Role of hBPV1 L2 residues 30 to 90 in viral production and infection. The electron microscopic images of virions generated with L2 Δ30-90 (A), L2 Δ60-90 (B), and hBPV1 L2 (C) seem indistinguishable. (D) Denatured Nycodenz-purified virions (lane 1, Δ30-90; lane 2, Δ60-90; lane 3, BPV1 L2) run in a 10% SDS-PAGE gel were blotted for L1 (upper panel) and L2 (lower panel). (E) COS-7 cells (3 × 10⁶) were incubated with pseudovirions generated with L2 Δ30-90 (panel 1), L2 Δ60-90 (panel 2), and BPV1 L2 (panel 3). Infected cells fluoresced green due to GFP transduction. The levels of genome encapsidation, particle-to-infectivity ratios, and infectious units per ml were determined and are summarized in the bottom panel.

FIG. 5.

BPV1 pseudovirion infection. COS-7 cells were infected with BPV pseudovirions generated with the following L2s: Δ30-90 (A), Δ31-44 (B), Δ41-54 (C), D40A (D), and ANS (E). Virions are shown in orange after staining with the 5B6 antibody (arrows). (F) Control, uninfected COS-7 cells stained with 5B6 show no punctate fluorescence indicative of pseudovirions.

FIG. 6.

FLAG-syntaxin 18 prevents BPV1 pseudovirion infection. (A and B) COS-7 cells transfected with FLAG-syntaxin 18 12 h before being infected with particles containing wild-type L2. Cells were immunostained for FLAG-syntaxin 18 (red) and GFP was visualized (green). Over 40% of cells were transfected with syntaxin 18, and few cells were infected. (C and D) Vector-transfected COS-7 cells infected with BPV1 L2 pseudovirions had 50% GFP transduction at 24 h. Panels B and D show merged images of GFP fluorescence, pseudovirion staining with the 5B6 antibody (blue dots; arrows), and FLAG-syntaxin 18 staining with the M2 antibody (red). (E) Summary of three experiments showing the level of SEAP expression on cells infected with SEAP-containing wild-type L2 pseudoviruses. FLAG-syntaxin 18-transfected cells had 30% ± 3.4% expression compared to mock-transfected cells after infection.

FIG. 7.

Ultrastructural analysis of BPV1 pseudovirion infection.
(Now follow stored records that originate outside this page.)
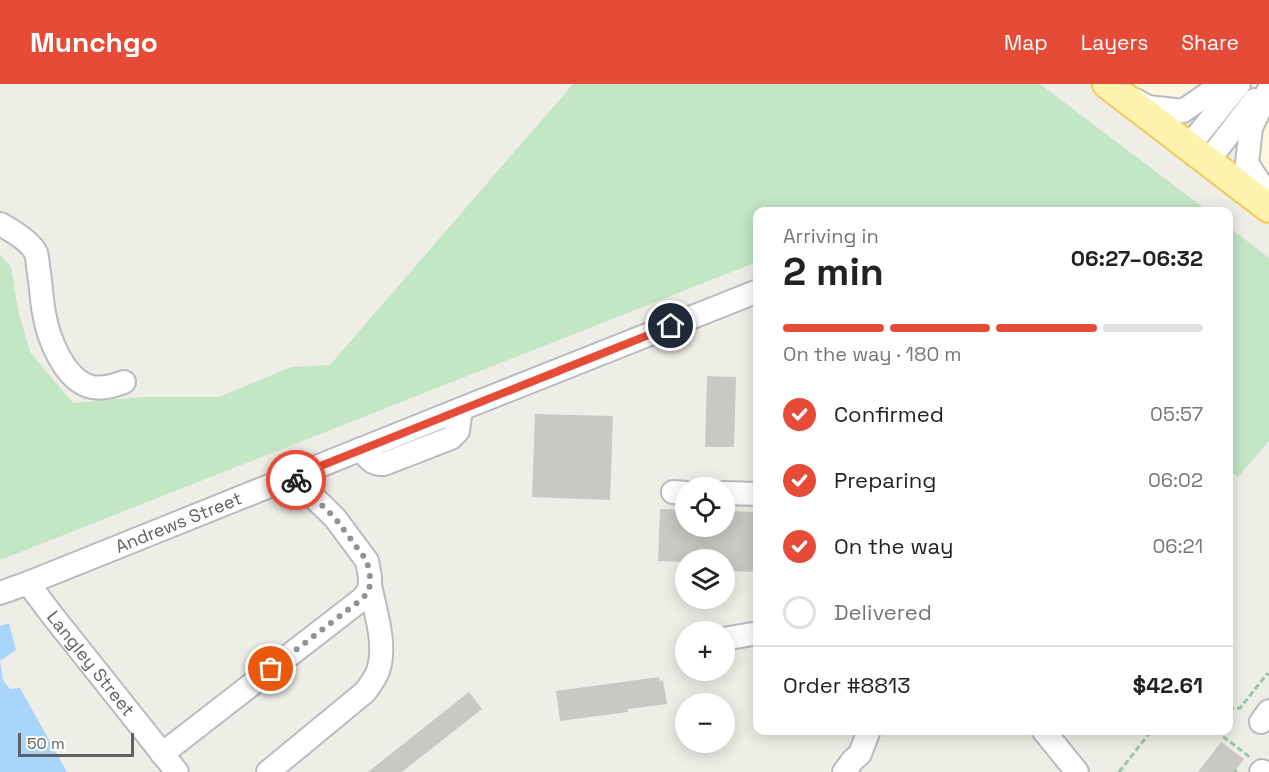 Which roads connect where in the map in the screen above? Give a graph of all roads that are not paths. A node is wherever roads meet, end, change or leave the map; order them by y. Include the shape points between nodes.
1 (1108, 84) edge
2 (1222, 84) edge
3 (1239, 84) edge
4 (1267, 84) edge
5 (1269, 89) edge
6 (1199, 153) junction
7 (1269, 198) edge
8 (1269, 208) edge
9 (0, 224) edge
10 (753, 293) edge
11 (124, 382) dead end
12 (293, 477) junction
13 (735, 494) edge
14 (753, 494) edge
15 (28, 583) junction
16 (370, 585) junction
17 (0, 593) edge
18 (753, 634) edge
19 (735, 637) edge
20 (867, 735) edge
21 (1047, 735) edge
22 (162, 754) junction
23 (177, 772) edge
24 (268, 772) edge
25 (844, 772) edge
26 (1077, 772) edge

1 - 2 street via 1148,107 1183,111
1 - 6 main road
3 - 6 street
4 - 6 street
5 - 7 street via 1251,128 1247,163
6 - 8 main road
9 - 11 street via 20,235 36,253 49,337 63,364 75,378 91,387
10 - 12 street, Andrews Street
12 - 15 street, Andrews Street
12 - 16 street via 335,518 367,561
13 - 14 street
15 - 17 street, Andrews Street
15 - 22 street, Langley Street
16 - 22 street via 362,599
16 - 24 street via 381,644 375,677 365,692
18 - 19 street
20 - 25 street via 860,754
21 - 26 street
22 - 23 street, Langley Street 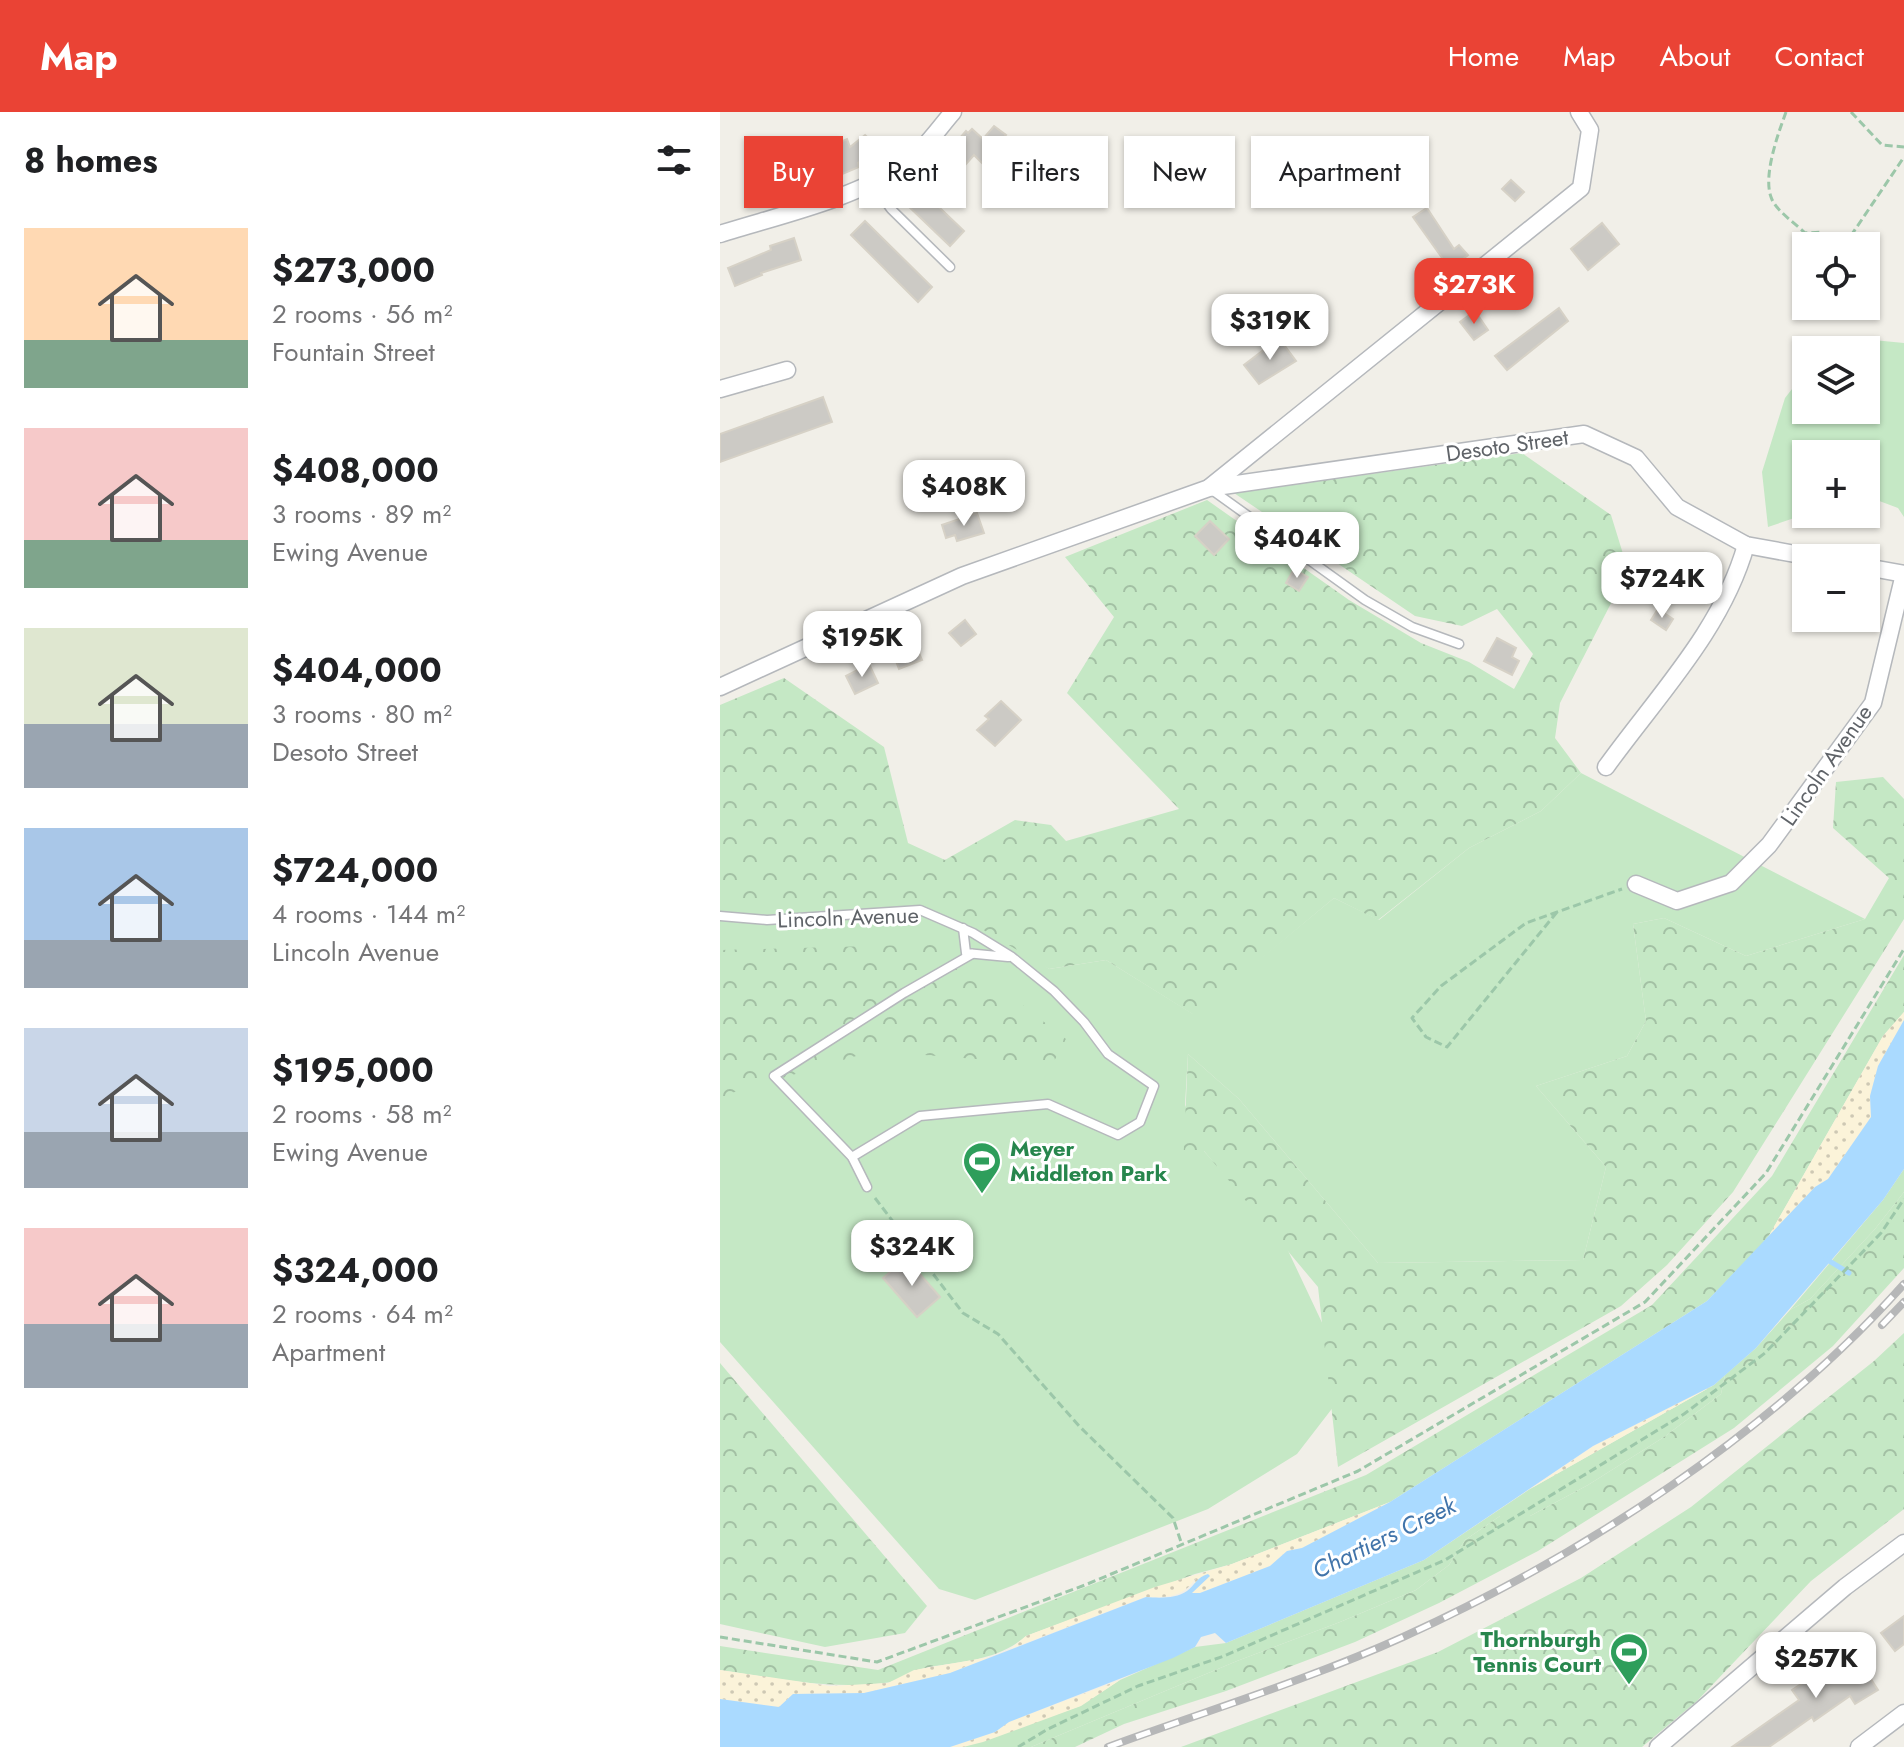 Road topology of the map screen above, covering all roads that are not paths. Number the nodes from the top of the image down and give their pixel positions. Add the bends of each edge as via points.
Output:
1 (953, 112) edge
2 (1579, 112) edge
3 (931, 136) edge
4 (859, 187) edge
5 (890, 208) edge
6 (720, 234) edge
7 (950, 267) dead end
8 (787, 370) dead end
9 (720, 389) edge
10 (1209, 488) junction
11 (1746, 545) junction
12 (1792, 553) edge
13 (1880, 570) edge
14 (1904, 574) edge
15 (1459, 644) dead end
16 (720, 687) edge
17 (1606, 767) dead end
18 (1636, 884) road end
19 (720, 916) edge
20 (963, 928) junction
21 (972, 954) junction
22 (1012, 957) junction
23 (852, 1157) junction
24 (867, 1187) road end
25 (1904, 1543) edge
26 (1904, 1713) edge
27 (1663, 1745) edge
28 (1859, 1747) edge

1 - 3 street
2 - 10 street via 1590,130 1581,188
4 - 6 street
5 - 7 lane
8 - 9 street
10 - 11 street, Desoto Street via 1584,434 1636,458 1677,507
10 - 15 lane via 1365,600 1412,627
10 - 16 street via 962,576
11 - 12 street, Desoto Street
11 - 17 street via 1737,576 1709,629
13 - 14 street
14 - 18 street, Lincoln Avenue via 1873,703 1769,845 1731,883 1677,901
19 - 20 lane, Lincoln Avenue via 767,920 920,910
20 - 21 lane via 966,953
20 - 22 lane, Lincoln Avenue
21 - 22 lane
21 - 23 lane via 774,1076
22 - 23 lane, Lincoln Avenue via 1054,991 1108,1054 1154,1086 1140,1122 1118,1135 1048,1104 920,1116
23 - 24 lane
25 - 27 street via 1845,1587
26 - 28 street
Cells were preincubated at 4°C for 2 h with virions before being warmed to 37°C. Samples were obtained 5 min (A), 2 h (B), and 7 h (C and D) after the warming step. (A) A virion is bound at the plasma membrane (PM; star), and internalization into a vesicle is occurring (arrow). (B) A virion-filled vesicle has pinched off from the plasma membrane into the cytoplasm (arrow). (C) The ER and a virus-filled vesicle membrane are fusing (arrow). (D) Viruses are found free floating in the ER or perinuclear (N, nucleus) region and in a formed vesicle.